Un court instant, on a cru que le générique aurait subi un lifting nécessaire, lorsque des notes semblables aux synthés de Thriller résonnent... En vain ! Le flonflon poussiéreux fait toujours loi aux Victoires, sans doute nostalgiques malgré elles de l'âge d'or de La Chance aux chansons.
Comme annoncé, une douzaine des animateurs qui ont jalonné l'histoire de ce rendez-vous dédié à la chanson française étrennent les plâtres d'une soirée qu'a précédée une polémique pas encore apaisée tandis que Michel Drucker, Nagui, Guillaume Durand, Daniela Lumbroso, Philippe Gildas, Caroline Tresca, Arthur, Patrick Sabatier, Frédérique Bedos, Christian Morin, en relais, mot à mot, prononcent la première phrase du concert des récompenses hébergé par le Zénith de Paris.
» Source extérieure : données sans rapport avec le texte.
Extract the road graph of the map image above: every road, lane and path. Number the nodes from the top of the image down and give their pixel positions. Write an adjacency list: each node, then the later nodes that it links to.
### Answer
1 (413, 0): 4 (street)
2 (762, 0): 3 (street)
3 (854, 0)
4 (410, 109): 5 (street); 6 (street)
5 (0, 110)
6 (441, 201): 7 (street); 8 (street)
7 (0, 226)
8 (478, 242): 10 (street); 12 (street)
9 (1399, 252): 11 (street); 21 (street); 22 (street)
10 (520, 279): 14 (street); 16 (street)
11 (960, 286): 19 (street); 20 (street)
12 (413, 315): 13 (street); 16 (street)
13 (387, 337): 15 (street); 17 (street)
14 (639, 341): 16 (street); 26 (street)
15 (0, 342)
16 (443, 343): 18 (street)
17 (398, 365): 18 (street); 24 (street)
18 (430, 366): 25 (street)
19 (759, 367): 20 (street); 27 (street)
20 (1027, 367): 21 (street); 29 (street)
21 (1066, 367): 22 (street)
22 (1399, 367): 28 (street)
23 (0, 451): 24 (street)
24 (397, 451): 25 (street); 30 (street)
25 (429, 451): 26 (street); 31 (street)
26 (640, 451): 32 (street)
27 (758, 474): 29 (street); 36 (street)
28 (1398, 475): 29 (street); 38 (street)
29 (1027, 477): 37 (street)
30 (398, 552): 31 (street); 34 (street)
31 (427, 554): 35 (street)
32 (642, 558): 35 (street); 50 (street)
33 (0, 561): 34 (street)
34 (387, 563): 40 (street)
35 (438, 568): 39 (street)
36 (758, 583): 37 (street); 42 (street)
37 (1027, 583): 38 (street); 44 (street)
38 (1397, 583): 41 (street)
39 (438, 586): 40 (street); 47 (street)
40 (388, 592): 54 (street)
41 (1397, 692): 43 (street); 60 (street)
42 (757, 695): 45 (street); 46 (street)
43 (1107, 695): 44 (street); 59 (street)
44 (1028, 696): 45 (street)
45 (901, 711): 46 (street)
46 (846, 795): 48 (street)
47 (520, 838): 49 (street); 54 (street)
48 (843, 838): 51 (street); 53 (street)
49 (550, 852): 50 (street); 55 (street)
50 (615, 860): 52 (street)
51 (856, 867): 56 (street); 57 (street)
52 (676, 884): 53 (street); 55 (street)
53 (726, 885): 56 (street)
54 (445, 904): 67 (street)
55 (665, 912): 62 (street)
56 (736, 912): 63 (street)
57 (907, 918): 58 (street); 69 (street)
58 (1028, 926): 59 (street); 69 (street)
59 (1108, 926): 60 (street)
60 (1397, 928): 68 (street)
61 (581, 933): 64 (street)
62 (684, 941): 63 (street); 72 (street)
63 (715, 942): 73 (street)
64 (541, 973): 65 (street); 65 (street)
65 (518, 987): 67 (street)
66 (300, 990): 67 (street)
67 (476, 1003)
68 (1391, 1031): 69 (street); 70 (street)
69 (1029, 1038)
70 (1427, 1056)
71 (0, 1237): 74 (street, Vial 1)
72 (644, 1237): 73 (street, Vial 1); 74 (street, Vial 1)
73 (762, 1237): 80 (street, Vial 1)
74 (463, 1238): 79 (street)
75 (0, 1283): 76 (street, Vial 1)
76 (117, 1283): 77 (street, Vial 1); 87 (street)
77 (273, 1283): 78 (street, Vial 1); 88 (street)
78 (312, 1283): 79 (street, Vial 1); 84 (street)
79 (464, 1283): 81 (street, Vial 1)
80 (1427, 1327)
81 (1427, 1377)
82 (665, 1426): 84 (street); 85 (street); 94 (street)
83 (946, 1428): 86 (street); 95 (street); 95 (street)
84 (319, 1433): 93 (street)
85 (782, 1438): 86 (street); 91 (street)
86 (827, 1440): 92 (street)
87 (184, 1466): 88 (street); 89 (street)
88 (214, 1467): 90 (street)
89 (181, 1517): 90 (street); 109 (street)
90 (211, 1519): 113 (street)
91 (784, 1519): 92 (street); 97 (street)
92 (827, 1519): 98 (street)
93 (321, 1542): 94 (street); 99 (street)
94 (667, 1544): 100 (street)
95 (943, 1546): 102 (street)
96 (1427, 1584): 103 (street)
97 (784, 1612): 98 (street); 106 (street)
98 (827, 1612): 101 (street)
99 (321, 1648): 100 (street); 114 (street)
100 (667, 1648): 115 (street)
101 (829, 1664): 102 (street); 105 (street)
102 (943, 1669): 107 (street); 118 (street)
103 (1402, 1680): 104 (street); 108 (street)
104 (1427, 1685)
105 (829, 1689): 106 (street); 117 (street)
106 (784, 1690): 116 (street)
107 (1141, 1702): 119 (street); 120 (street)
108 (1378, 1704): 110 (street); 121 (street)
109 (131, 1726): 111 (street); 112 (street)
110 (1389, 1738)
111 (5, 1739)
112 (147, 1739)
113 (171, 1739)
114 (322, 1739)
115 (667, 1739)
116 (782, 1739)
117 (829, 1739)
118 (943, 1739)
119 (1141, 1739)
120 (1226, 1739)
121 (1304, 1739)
Charles Aznavour, monsieur Charles, si peu habile aux discours, apparaît alors en sa qualité de président d'honneur pour la formule d'inauguration rituelle, que suit un copieux morceau de bravoure : un medley constitué des plus beaux "merci" de l'histoire des Victoires, drôles, touchants voire poignants, ou encore pleins de panache - où chaque image semble avoir conservé la saveur de l'instantané, et ou certaines d'entre elles revêtent l'aura des légendes, comme celle d'un Bashung jeune et bien portant soulevant - déjà - un trophée.
Si le générique a échoué à nous faire frissonner comme Thriller, c'est bien avec un hommage au défunt King of Pop que cette édition anniversaire entre dans le vif du sujet : M, doigts de feu et sculpture physique impassible, General Electriks, good vibes en bande, Amadou et Mariam pour le mythique " Mama-se, mama-sa, mama-coo-sa " de Wanna be Startin' something, Charlotte Gainsbourg pour un Billie Jean osé en spoken word...
Symbole de la modernité affichée et de la volonté de ces 25e Victoires de faire un geste en direction des succès populaires, la véritable compétition est ouverte par... Helmut Fritz (ordre alphabétique oblige, certes...), pour la catégorie Chanson originale de l'année (une catégorie arbitrée par le public). Ca m'énerve, un message des Victoires à l'adresse de ses récents détracteurs ? On revient élégamment sur les sentiers battus de l'esprit Victoires avec le passage, dans la foulée, d'un Benjamin Biolay lancé dans un duo plein de souffle avec la symphonie sentimentale de La Superbe, son single si bien nommé. Coeur de Pirate, après une année 2009 marquée par l'abordage réussi de la Québécoise, revient pour défendre, avec son piano, Comme des enfants, puis cède la place à Calogero avec cette ode à l'amitié, C'est dit, troussée par Jean-Jacques Goldman.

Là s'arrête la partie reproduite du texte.